TRINITY_DN4638_c0_g1_i1 0 486
TRINITY_DN4638_c0_g2_i1 0 486
TRINITY_DN4608_c0_g1_i1 0 442
TRINITY_DN4687_c0_g1_i1 0 207
TRINITY_DN4630_c0_g1_i1 0 2449
TRINITY_DN4630_c0_g2_i1 0 457
TRINITY_DN4679_c0_g1_i1 0 410
TRINITY_DN4674_c0_g1_i1 0 227
TRINITY_DN4609_c0_g1_i1 0 265
TRINITY_DN4651_c0_g1_i1 0 1030
TRINITY_DN4626_c0_g1_i1 0 468
TRINITY_DN4626_c1_g1_i1 0 286
TRINITY_DN4653_c0_g2_i1 0 555
TRINITY_DN4653_c1_g1_i1 0 793
TRINITY_DN4648_c0_g1_i1 0 605
TRINITY_DN4632_c0_g1_i1 0 2026
TRINITY_DN4672_c0_g1_i1 0 239

 

Clustering the transcriptomes

I have now made eight transcriptomes. Four from the resistant plants and four from the susceptible.
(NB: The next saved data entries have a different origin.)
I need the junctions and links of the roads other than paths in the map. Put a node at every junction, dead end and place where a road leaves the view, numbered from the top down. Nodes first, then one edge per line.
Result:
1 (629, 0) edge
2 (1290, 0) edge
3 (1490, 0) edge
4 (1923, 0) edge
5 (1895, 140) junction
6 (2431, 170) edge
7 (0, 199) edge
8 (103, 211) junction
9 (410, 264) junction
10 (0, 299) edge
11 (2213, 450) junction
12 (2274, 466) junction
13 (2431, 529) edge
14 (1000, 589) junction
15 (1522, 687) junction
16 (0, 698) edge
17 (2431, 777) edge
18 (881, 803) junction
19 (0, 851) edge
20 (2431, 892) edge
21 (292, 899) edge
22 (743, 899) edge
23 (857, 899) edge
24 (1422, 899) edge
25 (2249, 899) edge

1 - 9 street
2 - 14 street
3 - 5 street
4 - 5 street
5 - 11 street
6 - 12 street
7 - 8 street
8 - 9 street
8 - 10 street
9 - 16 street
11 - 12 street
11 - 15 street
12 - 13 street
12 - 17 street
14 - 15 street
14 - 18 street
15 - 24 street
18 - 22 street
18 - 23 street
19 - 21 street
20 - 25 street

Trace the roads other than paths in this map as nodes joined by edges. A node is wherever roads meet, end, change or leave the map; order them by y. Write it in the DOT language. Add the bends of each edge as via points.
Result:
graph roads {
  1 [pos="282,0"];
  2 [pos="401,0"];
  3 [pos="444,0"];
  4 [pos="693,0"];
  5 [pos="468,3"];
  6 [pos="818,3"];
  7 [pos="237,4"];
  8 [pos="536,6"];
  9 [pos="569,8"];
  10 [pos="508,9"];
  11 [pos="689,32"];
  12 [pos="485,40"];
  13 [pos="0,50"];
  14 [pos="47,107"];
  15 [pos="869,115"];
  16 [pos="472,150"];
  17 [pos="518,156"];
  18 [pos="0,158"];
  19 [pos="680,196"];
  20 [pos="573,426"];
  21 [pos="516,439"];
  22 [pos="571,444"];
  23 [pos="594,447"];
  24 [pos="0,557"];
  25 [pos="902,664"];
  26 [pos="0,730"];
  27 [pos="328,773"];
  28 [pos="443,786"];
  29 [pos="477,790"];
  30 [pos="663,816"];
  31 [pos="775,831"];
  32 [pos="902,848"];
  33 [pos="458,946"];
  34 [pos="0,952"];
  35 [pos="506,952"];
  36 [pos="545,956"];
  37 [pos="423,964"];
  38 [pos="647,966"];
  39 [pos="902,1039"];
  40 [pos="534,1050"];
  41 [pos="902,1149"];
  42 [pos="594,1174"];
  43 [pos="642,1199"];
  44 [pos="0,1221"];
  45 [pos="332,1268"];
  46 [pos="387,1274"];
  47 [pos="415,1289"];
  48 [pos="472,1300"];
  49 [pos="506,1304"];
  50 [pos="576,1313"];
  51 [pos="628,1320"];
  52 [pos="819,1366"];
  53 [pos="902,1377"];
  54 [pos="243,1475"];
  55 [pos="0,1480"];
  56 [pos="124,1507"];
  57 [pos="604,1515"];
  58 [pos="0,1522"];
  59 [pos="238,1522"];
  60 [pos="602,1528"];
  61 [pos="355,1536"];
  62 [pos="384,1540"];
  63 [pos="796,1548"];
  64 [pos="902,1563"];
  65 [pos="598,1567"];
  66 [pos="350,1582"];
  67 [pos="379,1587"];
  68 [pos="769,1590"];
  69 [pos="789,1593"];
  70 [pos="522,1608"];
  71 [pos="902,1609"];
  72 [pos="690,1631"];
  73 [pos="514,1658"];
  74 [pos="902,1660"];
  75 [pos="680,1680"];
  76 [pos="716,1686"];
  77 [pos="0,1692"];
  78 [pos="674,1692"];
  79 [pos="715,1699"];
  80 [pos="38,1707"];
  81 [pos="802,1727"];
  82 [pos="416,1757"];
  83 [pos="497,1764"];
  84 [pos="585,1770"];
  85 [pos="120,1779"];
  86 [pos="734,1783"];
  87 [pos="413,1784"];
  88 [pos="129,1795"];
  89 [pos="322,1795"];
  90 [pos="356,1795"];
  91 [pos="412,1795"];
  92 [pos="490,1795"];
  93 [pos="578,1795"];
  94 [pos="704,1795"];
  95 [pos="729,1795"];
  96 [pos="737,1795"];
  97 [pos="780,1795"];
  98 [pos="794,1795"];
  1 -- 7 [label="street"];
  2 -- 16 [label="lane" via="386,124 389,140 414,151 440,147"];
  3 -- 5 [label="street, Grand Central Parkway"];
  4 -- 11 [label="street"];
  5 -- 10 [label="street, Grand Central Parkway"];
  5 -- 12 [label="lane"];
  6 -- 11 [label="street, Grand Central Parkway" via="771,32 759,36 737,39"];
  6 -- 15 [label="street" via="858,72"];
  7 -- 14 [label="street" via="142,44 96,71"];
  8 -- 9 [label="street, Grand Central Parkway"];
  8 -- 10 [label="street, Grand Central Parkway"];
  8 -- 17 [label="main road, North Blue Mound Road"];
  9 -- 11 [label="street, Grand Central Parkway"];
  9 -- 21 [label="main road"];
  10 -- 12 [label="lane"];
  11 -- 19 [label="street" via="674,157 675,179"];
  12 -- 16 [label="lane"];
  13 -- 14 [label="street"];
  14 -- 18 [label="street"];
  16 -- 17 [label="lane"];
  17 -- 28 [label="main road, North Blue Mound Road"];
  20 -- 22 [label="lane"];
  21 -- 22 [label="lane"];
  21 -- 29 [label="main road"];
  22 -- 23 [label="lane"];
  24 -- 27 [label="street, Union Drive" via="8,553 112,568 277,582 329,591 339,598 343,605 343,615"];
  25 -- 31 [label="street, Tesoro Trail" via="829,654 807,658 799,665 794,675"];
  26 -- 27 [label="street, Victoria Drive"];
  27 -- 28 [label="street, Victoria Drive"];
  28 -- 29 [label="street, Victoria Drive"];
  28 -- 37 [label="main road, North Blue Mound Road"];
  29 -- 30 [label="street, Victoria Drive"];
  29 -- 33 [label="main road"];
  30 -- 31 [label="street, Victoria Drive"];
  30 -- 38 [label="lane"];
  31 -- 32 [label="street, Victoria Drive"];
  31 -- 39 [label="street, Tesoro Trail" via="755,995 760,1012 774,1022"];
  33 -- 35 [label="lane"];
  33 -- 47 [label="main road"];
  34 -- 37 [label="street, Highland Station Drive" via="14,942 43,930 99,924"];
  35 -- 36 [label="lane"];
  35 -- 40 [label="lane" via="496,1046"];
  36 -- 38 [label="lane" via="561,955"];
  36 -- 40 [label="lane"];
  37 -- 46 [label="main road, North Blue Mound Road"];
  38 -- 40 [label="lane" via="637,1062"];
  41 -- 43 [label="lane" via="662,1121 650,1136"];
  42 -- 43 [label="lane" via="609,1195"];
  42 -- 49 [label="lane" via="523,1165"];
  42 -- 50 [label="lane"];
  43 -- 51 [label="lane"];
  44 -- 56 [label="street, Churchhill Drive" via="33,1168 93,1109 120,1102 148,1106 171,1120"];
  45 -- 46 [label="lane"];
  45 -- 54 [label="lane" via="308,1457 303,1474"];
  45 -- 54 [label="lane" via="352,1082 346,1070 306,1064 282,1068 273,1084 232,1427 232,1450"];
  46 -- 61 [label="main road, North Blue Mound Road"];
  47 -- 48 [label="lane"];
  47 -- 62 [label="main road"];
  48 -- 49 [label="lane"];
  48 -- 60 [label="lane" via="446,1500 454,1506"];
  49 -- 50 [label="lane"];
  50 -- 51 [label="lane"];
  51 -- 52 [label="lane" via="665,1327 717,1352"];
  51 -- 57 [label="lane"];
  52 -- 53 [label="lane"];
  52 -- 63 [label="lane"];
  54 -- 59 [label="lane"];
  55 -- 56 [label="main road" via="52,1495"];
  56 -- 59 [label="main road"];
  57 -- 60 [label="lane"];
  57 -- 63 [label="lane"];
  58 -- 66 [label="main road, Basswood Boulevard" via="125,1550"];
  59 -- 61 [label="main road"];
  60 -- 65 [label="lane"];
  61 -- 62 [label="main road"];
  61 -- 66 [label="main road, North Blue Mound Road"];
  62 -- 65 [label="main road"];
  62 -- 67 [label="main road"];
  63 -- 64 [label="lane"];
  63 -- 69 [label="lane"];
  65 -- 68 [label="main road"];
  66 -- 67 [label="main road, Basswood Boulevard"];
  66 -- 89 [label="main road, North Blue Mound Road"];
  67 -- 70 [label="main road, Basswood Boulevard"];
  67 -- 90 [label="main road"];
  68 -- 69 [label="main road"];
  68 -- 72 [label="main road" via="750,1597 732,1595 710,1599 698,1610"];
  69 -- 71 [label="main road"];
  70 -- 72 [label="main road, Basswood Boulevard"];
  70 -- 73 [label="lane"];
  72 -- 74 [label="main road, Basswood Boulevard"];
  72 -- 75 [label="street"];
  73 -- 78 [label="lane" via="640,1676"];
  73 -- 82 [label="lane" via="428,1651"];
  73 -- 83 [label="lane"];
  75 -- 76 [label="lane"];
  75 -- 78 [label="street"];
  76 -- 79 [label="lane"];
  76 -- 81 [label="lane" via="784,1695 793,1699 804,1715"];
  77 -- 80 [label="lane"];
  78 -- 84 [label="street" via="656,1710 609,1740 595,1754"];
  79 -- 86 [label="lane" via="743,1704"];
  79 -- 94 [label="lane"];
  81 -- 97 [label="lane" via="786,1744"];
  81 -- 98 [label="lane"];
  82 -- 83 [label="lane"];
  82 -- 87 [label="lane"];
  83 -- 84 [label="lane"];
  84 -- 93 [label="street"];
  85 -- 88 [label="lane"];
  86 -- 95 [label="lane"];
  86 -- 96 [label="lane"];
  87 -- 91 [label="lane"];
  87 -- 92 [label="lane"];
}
To be able to compare expression from different times, and between the different biological replicates, I have to make a single transcriptome for the plant species, in this case, Syzygium (Lilly Pilly). This is a bit concerning as my plants are grown from wild sourced seeds and are likely to be highly heterozygous.

My approach therefore was to use the CD-HIT-EST-2D (http://weizhongli-lab.org/cd-hit/) software to combine transcriptomes, initially at 0.95  similarity. I clustered the transcriptomes in pairs from the largest to the smallest until I had a single fasta file.

#PBS -P (project)
#PBS -N SYZ1_CD-HIT
#PBS -l nodes=1:ppn=20
#PBS -l walltime=00:15:00
#PBS -l pmem=24gb
#PBS -e ./SYZ1.error
#PBS -M (email address)
#PBS -m abe

# Load modules
module load cd-hit/4.6.1

# Working directory
Input path to directory

# Run CD-Hit script
cd-hit-est-2d -i BU.fasta -i2 BS.fasta -o SYZ1.fasta -c 0.95 -n 10 -d 0 -M 0 -T 0

I then sought out highly conserved genes using local BLAST in BioEdit. I used a couple of Eucalyptus grandis chitinase genes that I know to be well conserved from previous work, currently under review.

I found that the genes were present and intact in the individual transcriptomes but not in the combined one. I therefore ran the process with CD-HIT again with a higher stringency of 0.98.

This time the genes were present in the final transcriptome making me feel more confident about the alignment process.